Sofia vergrub sich immer tiefer in die Kissen. Vielleicht waren die Nachbarn zurückgekehrt? Sie waren für ein halbes Jahr weggefahren. Konnte doch sein? Heute verdienst du auch in Moskau nicht viel. Dann waren sie eben zurückgekommen, keine zwei Monate dort geblieben… Sie stürzte sich auf ihren abgerissenen Kalender: Vollmond! Das letzte Mal auch… Diese seltsamen Vorfälle ereigneten sich immer bei Vollmond!!! Oder bildete sie sich das vielleicht nur ein? Sofia hatte von Leuten gelesen, die vom Mondlicht beeinflusst werden. Aber warum war es dann … in ihrer alten Wohnung ruhig gewesen?
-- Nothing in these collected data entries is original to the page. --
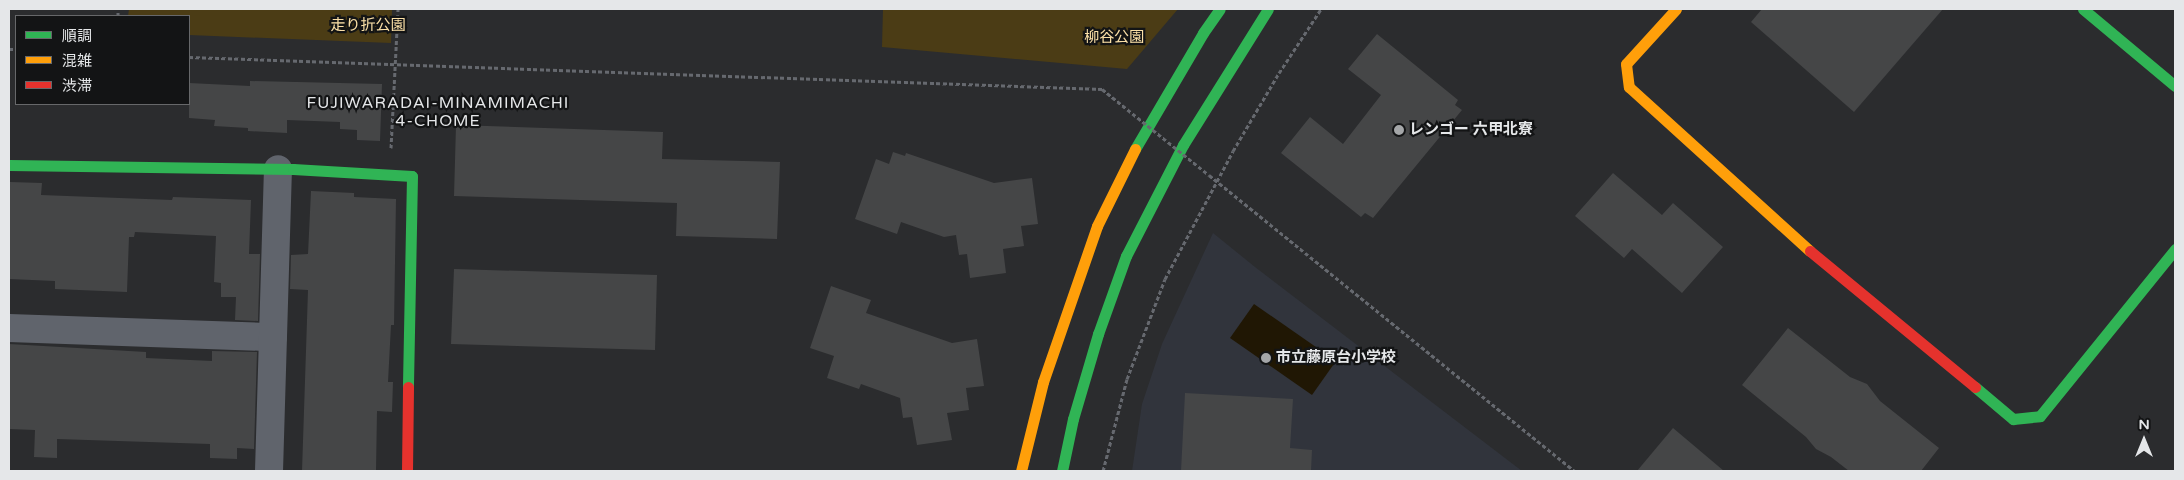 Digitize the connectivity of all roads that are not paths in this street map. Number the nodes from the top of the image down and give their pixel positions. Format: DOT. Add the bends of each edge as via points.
graph roads {
  1 [pos="1220,9"];
  2 [pos="1268,9"];
  3 [pos="1676,9"];
  4 [pos="2084,9"];
  5 [pos="2175,86"];
  6 [pos="9,165"];
  7 [pos="278,168"];
  8 [pos="2175,249"];
  9 [pos="9,328"];
  10 [pos="273,337"];
  11 [pos="270,471"];
  12 [pos="407,471"];
  13 [pos="1021,471"];
  14 [pos="1062,471"];
  1 -- 13 [label="street" via="1130,160 1097,226 1043,382"];
  2 -- 14 [label="street" via="1183,145 1126,256 1098,334 1073,419"];
  3 -- 8 [label="street" via="1626,64 1629,88 1784,230 2013,419 2040,416"];
  4 -- 5 [label="street"];
  6 -- 7 [label="street"];
  7 -- 10 [label="street"];
  7 -- 12 [label="street" via="412,176"];
  9 -- 10 [label="street"];
  10 -- 11 [label="street"];
}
„Ha-ha-ha!!!“, ertönte es dünn, wie unterdrückt, von unten.
Ohne nachzudenken, rannte sie ins Schlafzimmer:
„Mami, Mami, sie sind wieder da!…“
Mama schlief auch nicht. Sie drückte ihre Tochter an sich und umklammerte die Wiege mit dem Sohn. So saßen sie, eng umschlungen. Und dort klopfte es, lachte, schluchzte…
Bis der Morgen hinter den Fenstern graute und in der rätselhaften Wohnung ein ferner Pfiff ertönte: Plötzlich war alles still.
Genauso plötzlich, wie es begonnen hatte.